Kabbash v. Jewelry Channel, Inc. USA, 2015 WL 6690236 (C.D. Cal. Nov. 2, 2015)
Holding of most general interest: “Estimated retail value” statements and statements of discount or savings amounts at check-out where the discount calculations were based on that estimated retail value were not puffery, because they were specific and quantifiable. The phrase “estimated retail value” “can reasonably be read to imply that the figure is at least measurably based on a list retail price that is presumed to be suggested by the manufacturer and capable of verification,” reinforced by a checkout notice such as, “You saved $130.00 today!” with the dollar figure in bold type.” Defendant argued that the estimated retail value was merely an opinion—an estimate (opinion) of value (also opinion). That ignored the meaning of “retail” in the phrase—individually, those terms could be puffery, but “estimated retail value” “is anchored in fact by a quantifiable retail price.” The FTC and securities cases have also agreed that misrepresentations of costs can be misleading and are too specific to be puffery.

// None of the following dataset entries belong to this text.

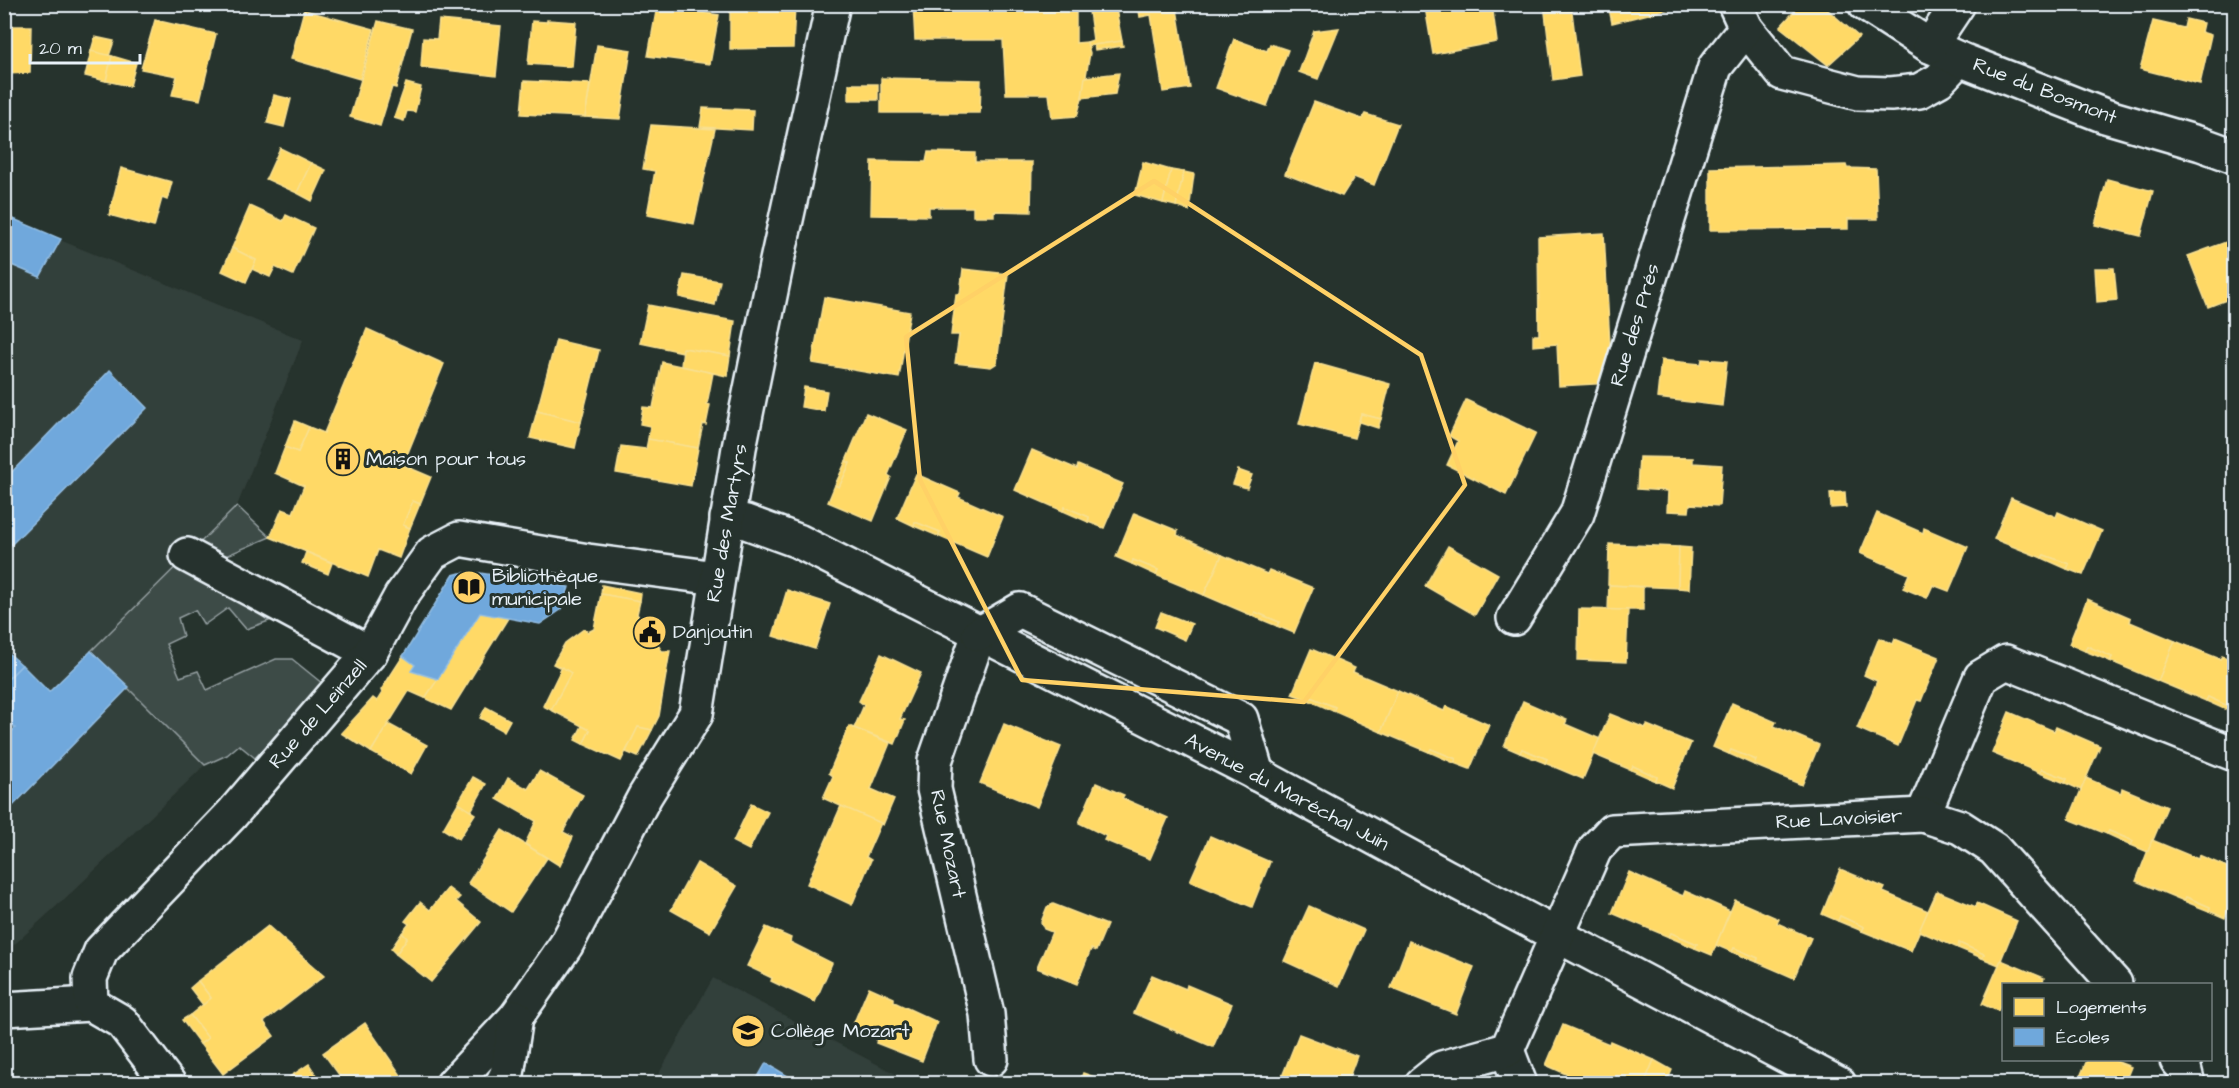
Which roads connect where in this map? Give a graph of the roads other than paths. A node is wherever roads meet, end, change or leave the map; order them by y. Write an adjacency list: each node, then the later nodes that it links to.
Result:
1 (833, 4): 8 (street, Rue des Martyrs)
2 (1865, 4): 5 (street, Rue du Bosmont)
3 (1958, 4): 5 (street)
4 (1741, 16): 6 (street); 11 (street, Rue des Prés)
5 (1930, 46): 6 (street, Rue du Bosmont)
6 (1959, 59): 7 (street, Rue du Bosmont)
7 (2235, 156)
8 (727, 518): 10 (street, Rue des Martyrs); 12 (street, Avenue du Maréchal Juin)
9 (187, 555): 13 (street)
10 (717, 578): 13 (street, Rue de Leinzell); 20 (street, Rue des Martyrs)
11 (1514, 618)
12 (979, 634): 16 (street, Avenue du Maréchal Juin); 22 (street, Rue Mozart)
13 (370, 653): 18 (street, Rue de Leinzell)
14 (2235, 754): 15 (street)
15 (1923, 815): 16 (street, Rue Lavoisier); 17 (street, Rue Lavoisier)
16 (1557, 935): 21 (street, Rue Lavoisier); 29 (street, Avenue du Maréchal Juin)
17 (2114, 983)
18 (91, 1004): 19 (street); 24 (street)
19 (4, 1009)
20 (516, 1017): 25 (street, Rue des Martyrs); 26 (street)
21 (1507, 1050): 27 (street); 28 (street)
22 (991, 1059)
23 (2179, 1061): 30 (street)
24 (169, 1083)
25 (453, 1083)
26 (502, 1083)
27 (1422, 1083)
28 (1520, 1083)
29 (1839, 1083)
30 (2188, 1083)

The court also, contrary to a number of district courts in the Ninth Circuit, found that the named plaintiffs could seek injunctive relief on behalf of a class, given the purpose of California’s consumer protection laws. “Because some members of the class do not have the same knowledge as Plaintiffs now do, there is a likelihood of repeat injury for the class as a whole, and on the basis of ‘class standing,’ the claims may proceed.”